I started to be hard on myself telling myself, “Why aren’t they calling me up? “Is my project idea, not something they are interested in?” All these thoughts and emotions started building up and I didn’t understand why I wasn’t being called. Once it was my turn I was so relieved and thought I had an incredible meeting. After my meeting I started to see hope in my project and had it all mapped out.

One of my task list items was to meet with our Career Development Advisor to discuss how to be professional during a meeting. When I went to his office and began speaking to him, it was nothing like I had hoped for. He started off by asking me what my project idea was and how he could help. Once I began telling him my ideas, I felt as though I was receiving punches after punches constantly being put down, being repeatedly told, “You have nothing.”  After leaving that meeting I ran into the bathroom and began bawling my eyes out. I felt as though I had no one to rely on. My teachers had explained to me earlier that they couldn’t be of much help because they didn’t know my field very well.  After hearing from someone who kept telling me I had nothing and who I had hoped would support me in a positive way, I didn’t know how to move forward. I felt so lost and broken that I couldn’t bring myself to attend school the next day; I needed a break. The next couple of days I tried to solely focus on my project and continued working on it.

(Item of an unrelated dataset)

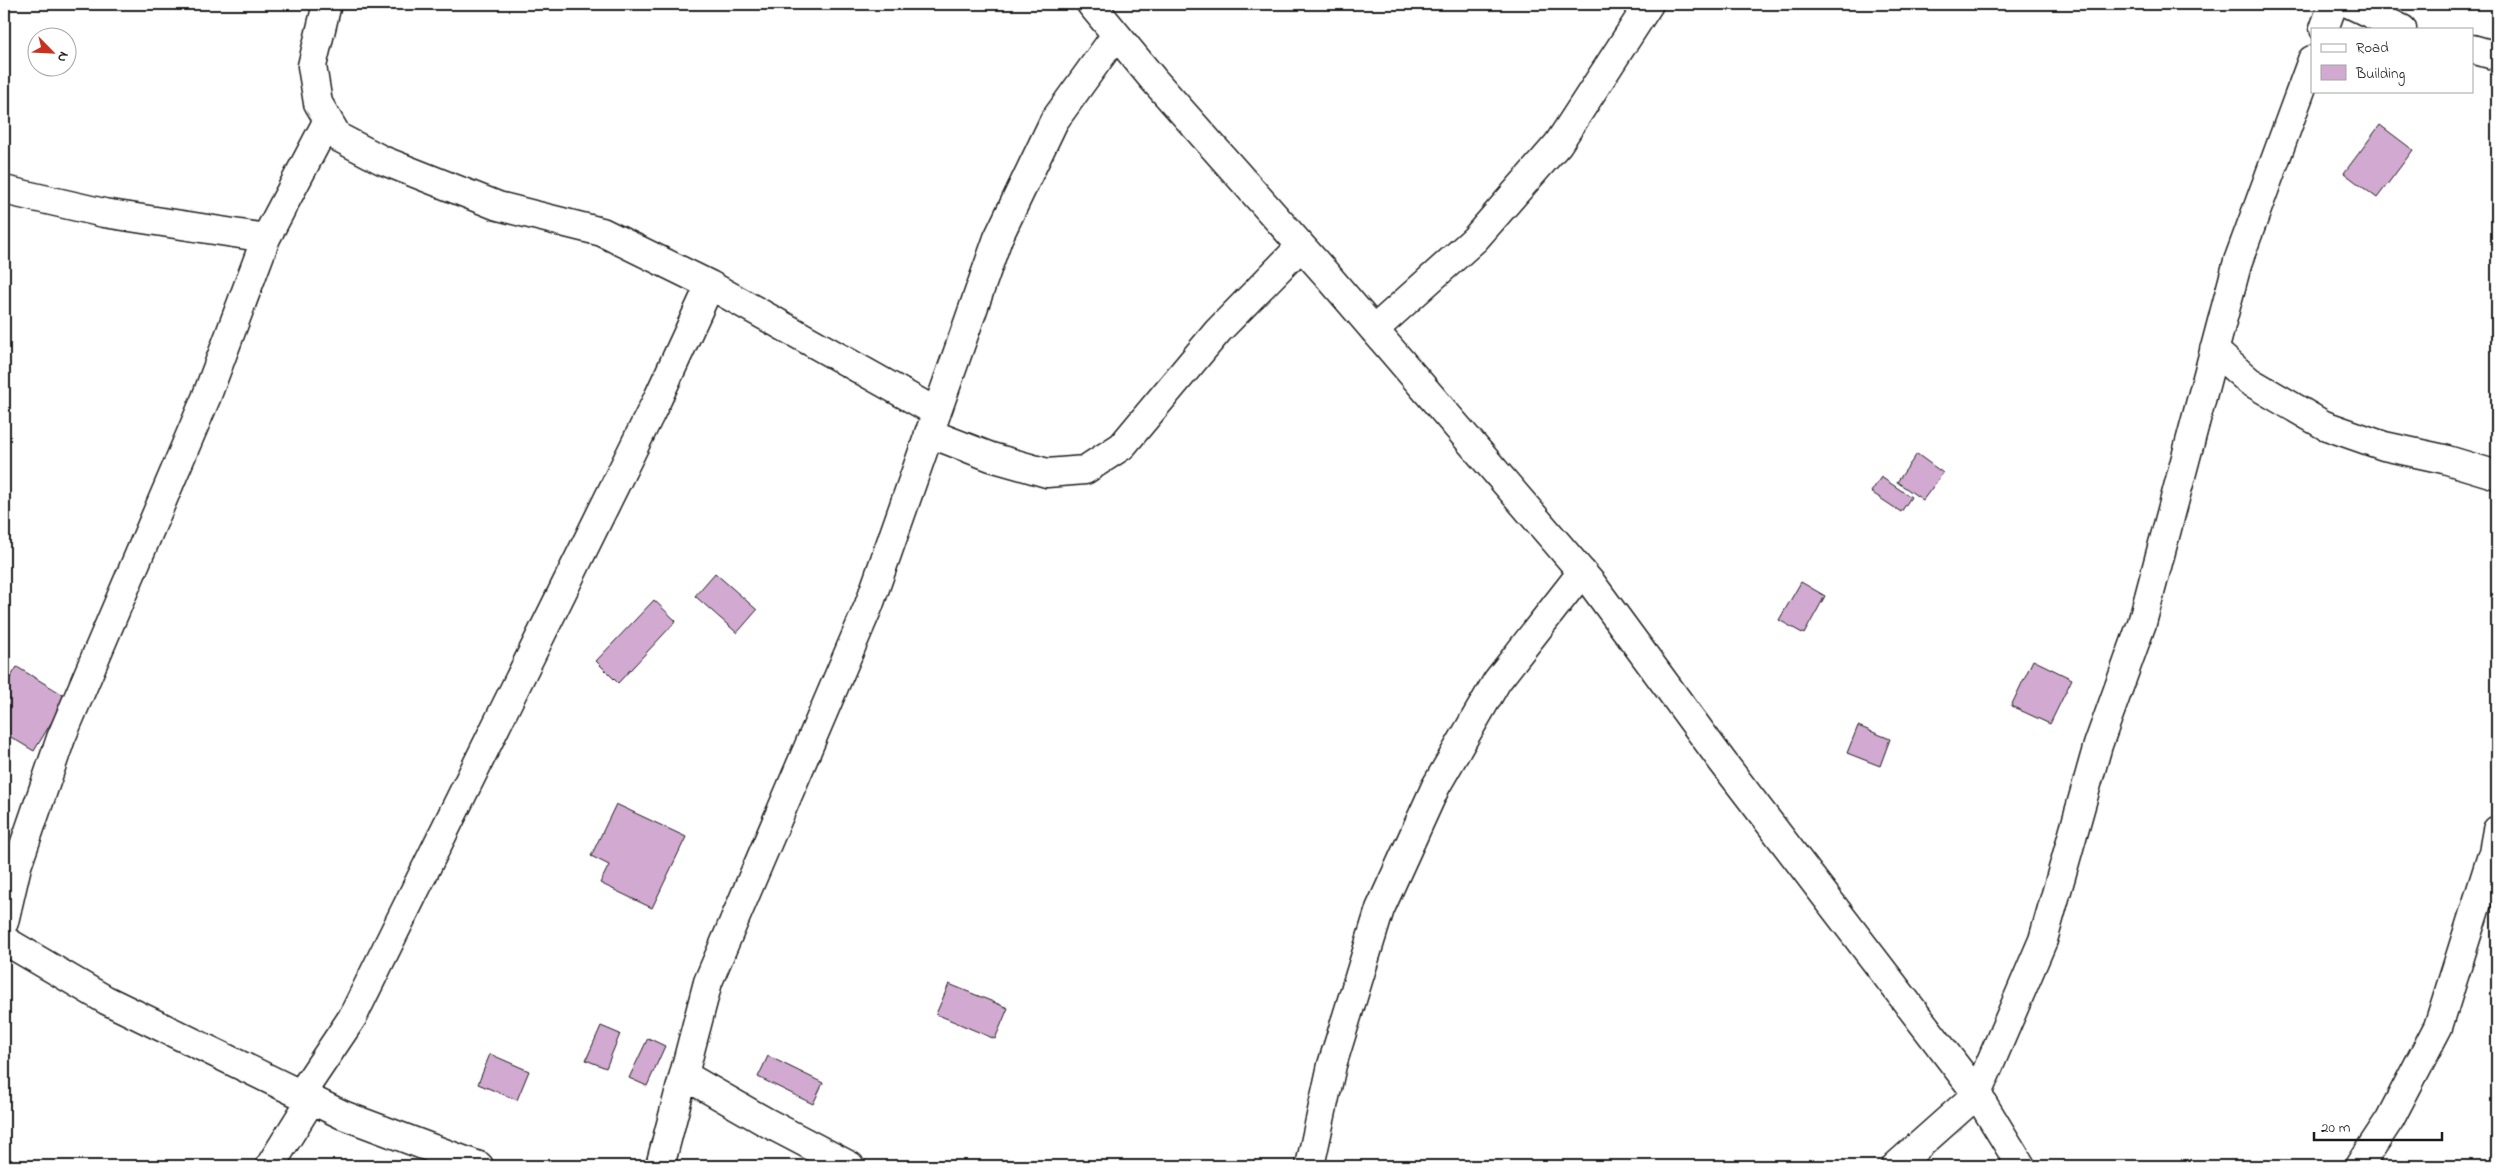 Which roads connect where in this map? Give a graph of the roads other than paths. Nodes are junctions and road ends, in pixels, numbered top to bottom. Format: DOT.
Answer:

Towards the end of the week, I contacted an organization, and I am currently scheduled to meet with them. This week has taught me that I can’t let what other people say or do bring me down, sometimes I can’t rely on them for positive support. I need to hold my head high and continue with my project that I am excited about and do things on my own. Looking back, I can now say I see a brighter light heading my way and things are starting to look up for me.

 

Let’s Open the Door and See where it Goes

Looking back on my first few days at Propel, I have experienced a whirlwind of emotions, to feeling excited, nervous, frustrated, and curious as to what will happen next. My first day here was one of the most stressful days I’ve been through. Waking up I felt completely nervous and unable to wrap my head around the thought of going to a new school.

I arrived at school early and planned to give myself five minutes to walk to the school thus I would have another five minutes to wait for my class to begin. As I approached the school, I developed a pit in my stomach. My heart was racing, my vision was blurry and I felt nauseous. As I opened the doors, a huge wave of anxiety came over me and I repeatedly told myself that getting sick on the first day was not something I would let happen. Before going into the Propel room, I tried my best to calm my nerves, though I was not able to. I walked into the room and heard a familiar voice call my name. A friend from my home school was looking right at me. For the first time that day a sense of joy came over me.

I am finding that Propel is different from what I’m used to. Coming from a school that I would consider to be very twentieth century, I find myself to be very misplaced. We are given independence when I came from a world of structure. I feel very alone when it comes to using new technology and find it to be quite frustrating.

I’m hoping that in the coming weeks there will be more support for those of us new to the program and may have new ideas that Propel may not be familiar with. I am curious to explore my project further, and excited to see will come next.